Taken together, the present findings point to a critical role of preprobe activity in associative retrieval. In older adults, the probability that a memory probe leads to the recollection of associative information differed depending on the neural activity that leads up to the probe. This activity may be related to cognitive control, which helps to select and guide relevant mental processes during retrieval attempts. The individual differences suggest that additional neural mechanisms may be recruited by poor performers, perhaps in partial compensation for their weak memory. The data also highlight the benefit of using a technique with high temporal resolution, such as EEG, to track the time course of brain activity that relates to episodic memory and pinpoint processes that happen before and after a retrieval probe.

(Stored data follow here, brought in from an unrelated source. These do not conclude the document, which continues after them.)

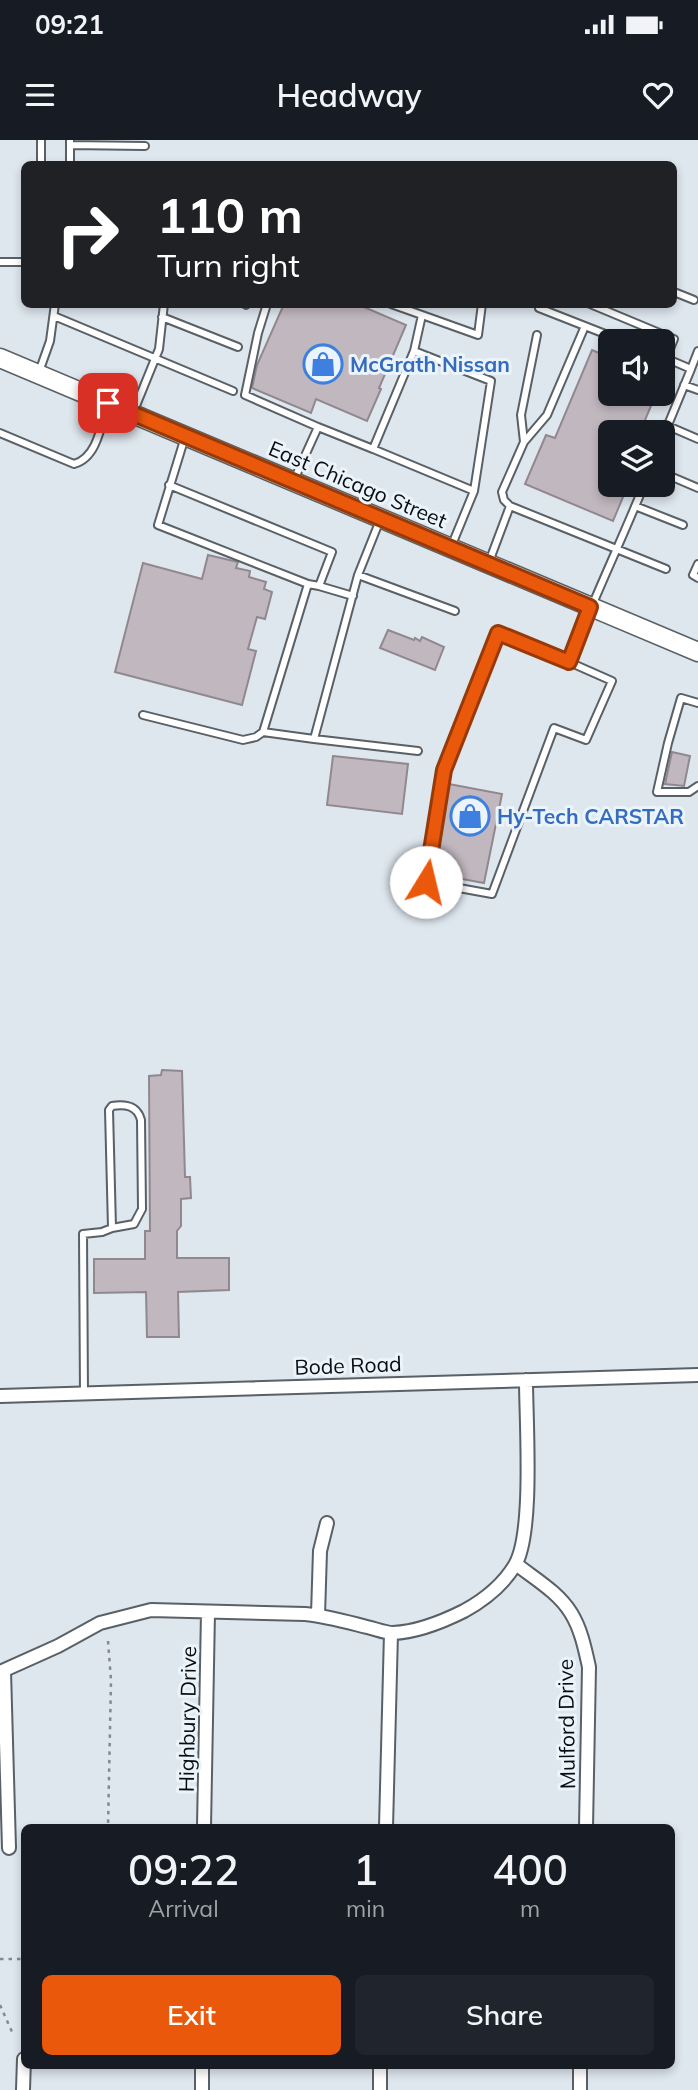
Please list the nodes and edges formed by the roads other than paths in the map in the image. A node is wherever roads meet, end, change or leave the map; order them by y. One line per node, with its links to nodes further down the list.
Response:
1 (41, 140): 4 (lane)
2 (70, 142): 3 (lane); 5 (lane)
3 (145, 146)
4 (41, 161)
5 (69, 161)
6 (0, 262): 7 (lane)
7 (21, 262)
8 (677, 293): 9 (lane)
9 (694, 300)
10 (55, 308): 18 (lane)
11 (163, 308): 19 (lane)
12 (266, 308): 38 (lane)
13 (402, 308): 17 (lane)
14 (481, 308): 17 (lane)
15 (541, 308): 20 (lane)
16 (600, 308): 21 (lane)
17 (422, 315): 25 (lane)
18 (54, 316): 28 (lane); 31 (lane)
19 (162, 317): 24 (lane); 28 (lane)
20 (585, 326): 22 (lane); 43 (lane)
21 (650, 329)
22 (598, 331)
23 (537, 335): 43 (lane)
24 (238, 347)
25 (414, 351): 44 (lane); 49 (lane)
26 (698, 351): 30 (lane)
27 (0, 358): 31 (main road, East Chicago Street)
28 (156, 358): 34 (lane); 36 (lane)
29 (675, 362): 30 (lane)
30 (691, 369): 32 (lane)
31 (38, 374): 35 (main road, East Chicago Street)
32 (684, 384): 33 (lane); 37 (lane)
33 (698, 390)
34 (233, 391)
35 (108, 403): 36 (main road, East Chicago Street); 40 (lane)
36 (133, 415): 41 (main road, East Chicago Street)
37 (669, 420)
38 (318, 427): 44 (lane); 46 (lane)
39 (675, 429): 42 (lane)
40 (0, 433)
41 (185, 435): 46 (main road, East Chicago Street); 47 (lane)
42 (698, 439)
43 (524, 442): 51 (lane)
44 (373, 450): 49 (lane)
45 (675, 478): 48 (lane)
46 (293, 481): 53 (main road, East Chicago Street)
47 (169, 485): 62 (lane); 63 (lane)
48 (698, 488)
49 (474, 491): 55 (lane)
50 (639, 497): 52 (lane)
51 (510, 506): 56 (lane); 57 (lane)
52 (635, 506): 54 (lane); 56 (lane)
53 (380, 518): 55 (main road, East Chicago Street); 60 (lane)
54 (683, 525)
55 (450, 548): 57 (main road, East Chicago Street)
56 (617, 549): 59 (lane); 65 (lane)
57 (488, 564): 65 (main road, East Chicago Street)
58 (698, 565): 61 (lane)
59 (666, 569)
60 (358, 575): 64 (lane); 66 (lane)
61 (698, 578)
62 (307, 584): 63 (lane); 71 (lane)
63 (319, 586): 64 (lane)
64 (352, 596): 72 (lane)
65 (590, 607): 67 (main road, East Chicago Street); 68 (lane)
66 (454, 611)
67 (698, 652)
68 (569, 662): 68 (lane)
69 (698, 703): 74 (lane)
70 (143, 715): 71 (lane)
71 (263, 732): 72 (lane)
72 (314, 739): 73 (lane)
73 (418, 751)
74 (698, 786)
75 (111, 1227): 75 (lane); 78 (lane)
76 (698, 1375): 77 (street, Bode Road)
77 (526, 1380): 78 (street, Bode Road); 81 (street)
78 (84, 1394): 79 (street, Bode Road)
79 (0, 1396)
80 (327, 1523): 83 (street)
81 (516, 1564): 84 (street); 88 (street, Mulford Drive)
82 (208, 1612): 83 (street); 85 (street); 86 (street, Highbury Drive)
83 (318, 1615): 84 (street)
84 (391, 1633): 87 (street)
85 (2, 1672): 89 (street)
86 (204, 1824)
87 (386, 1824)
88 (586, 1824)
89 (9, 1848)
90 (24, 2069): 94 (street)
91 (202, 2069): 95 (street)
92 (380, 2069): 96 (street)
93 (580, 2069): 97 (street)
94 (23, 2090)
95 (201, 2090)
96 (380, 2090)
97 (580, 2090)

An important question for future work is whether this effect is specific to aging or related to weak memory performance more generally. Regardless, it is clear that neural activity leading up to a retrieval probe needs to be taken into consideration when trying to understand the mechanisms of memory. The findings thus open up new avenues for understanding the mechanisms of memory and aging.

Disclosure statement

The authors declare no conflicts of interest.